16.17 GB of User Data Stored in Fitness Bands, Exposed

 

The development and sudden boom in IoT equipment in the healthcare sector have resulted in the surge of cyber attacks. The use of wearable equipment such as health trackers and fitness bands has recently grown common. The safety and security features of these fitness trackers are an ongoing worry since they have a lot of important information about the user. 

Recently, 16.18 GB of unencrypted database disclosing over 61 million records of users stored in their fitness wearables was identified in the latest security analysis at WebsitePlanet. A substantial percentage of disclosed records were all related to IoT fitness and health monitoring devices. 

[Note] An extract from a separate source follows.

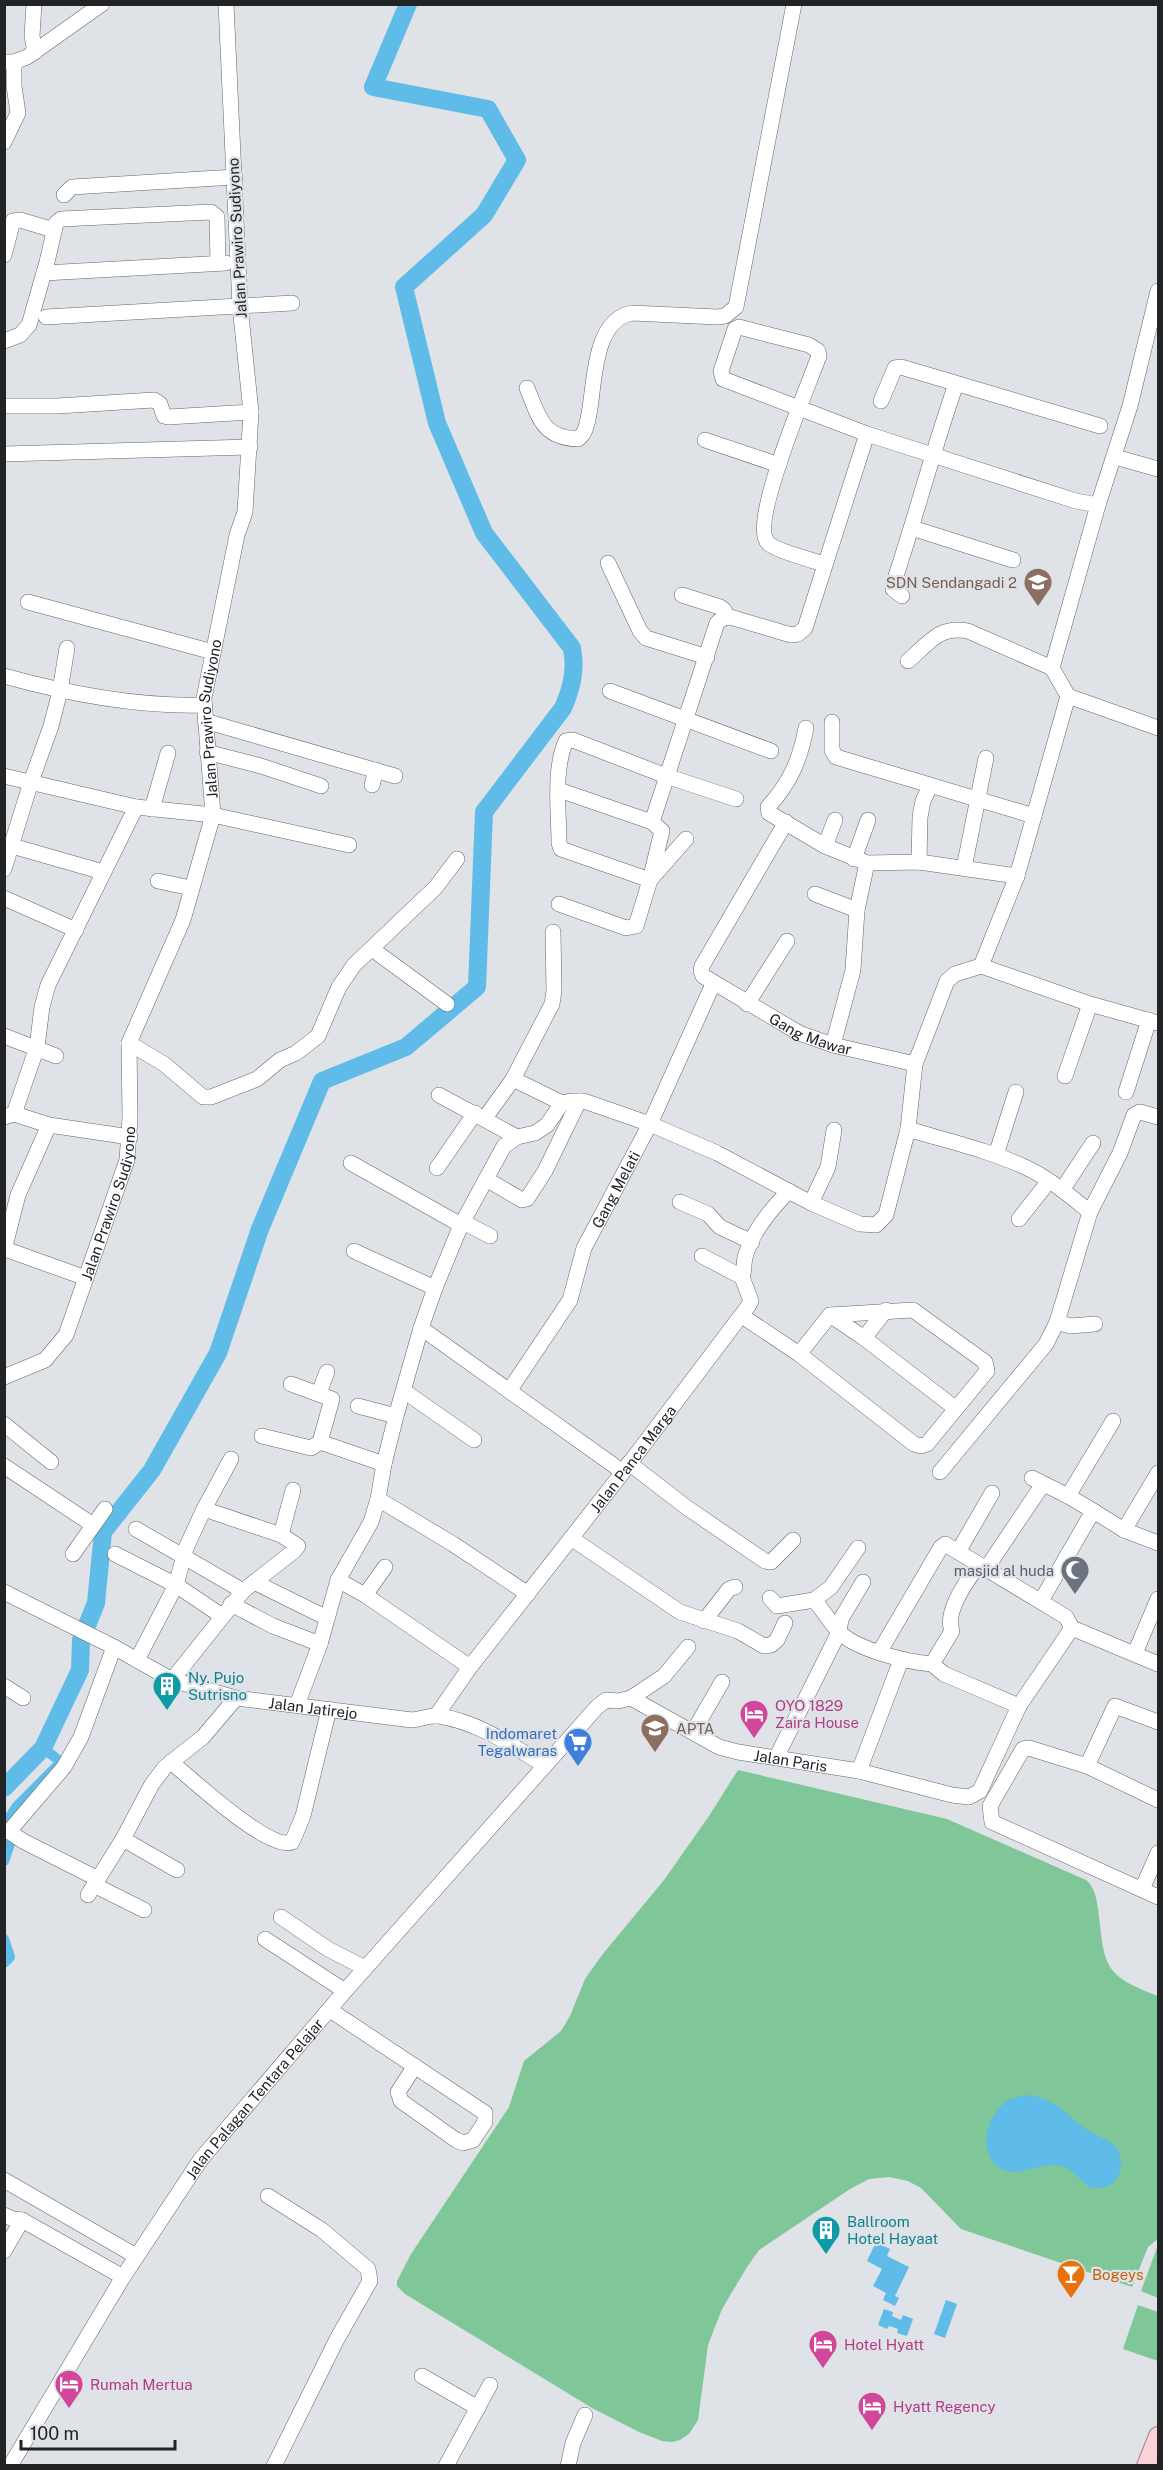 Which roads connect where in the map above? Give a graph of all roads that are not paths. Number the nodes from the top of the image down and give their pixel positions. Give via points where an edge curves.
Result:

Following additional research, several references were made to "GetHealth," a New York City-based firm that claims a unified solution for hundreds of wearables, healthcare devices, and apps to access health and wellness data. The GetHealth database was not encrypted by default and allows easy accessibility for everyone. After researchers have notified GetHealth, the database is now encrypted. 

GetHealth platform can synchronize health-related information from a multitude of sources, such as Fitbit, Misfit Wearables, Microsoft Band, Strava, Google Fit, 23andMe, Daily Mile, FatSecret, Jawbone UP, Life Fitness, MapMyFitness, MapMyWalk, Moves App, PredictBGL, Runkeeper, Sony Lifelog, Strava, VitaDock, Withings, Apple HealthKit, Android Sensor, and S Health.

Plenty of the information leaked comprised the first and last names of users, date of birth, body weight, height, sex, geolocation, etc. “This information was in plain text while there was an ID that appeared to be encrypted. The geolocation was structured as in America/New_York, Europe/Dublin and revealed that users were located all over the world,” WebsitePlanet said. 

Whereas the researchers analyzed a sample of 20,000 records, the majority of leaked data were from Fitbit (2.766 times) as well as from Apple HealthKit (17,764). This security flaw affects a majority of the customers of Apple Healthkit because Healthkit gathers deeper health information than any other instruments or applications, like blood pressure, body weight, sleep levels, and blood glucose. 

Fitness trackers are equipped with vital information to monitor the user's health. This might also lead to several privacy problems, regrettably. The confidential material of users is a financial enterprise for individuals in charge of threats. In tailored phishing attacks, identity thefts, or social engineering attacks, the data may be abused by cybercriminals. 

“This case sets an example of how lack of care with sensitive data can make risks escalate indefinitely, as millions of people were exposed simply by wearing tracking devices during their workout sessions,” WebsitePlanet added.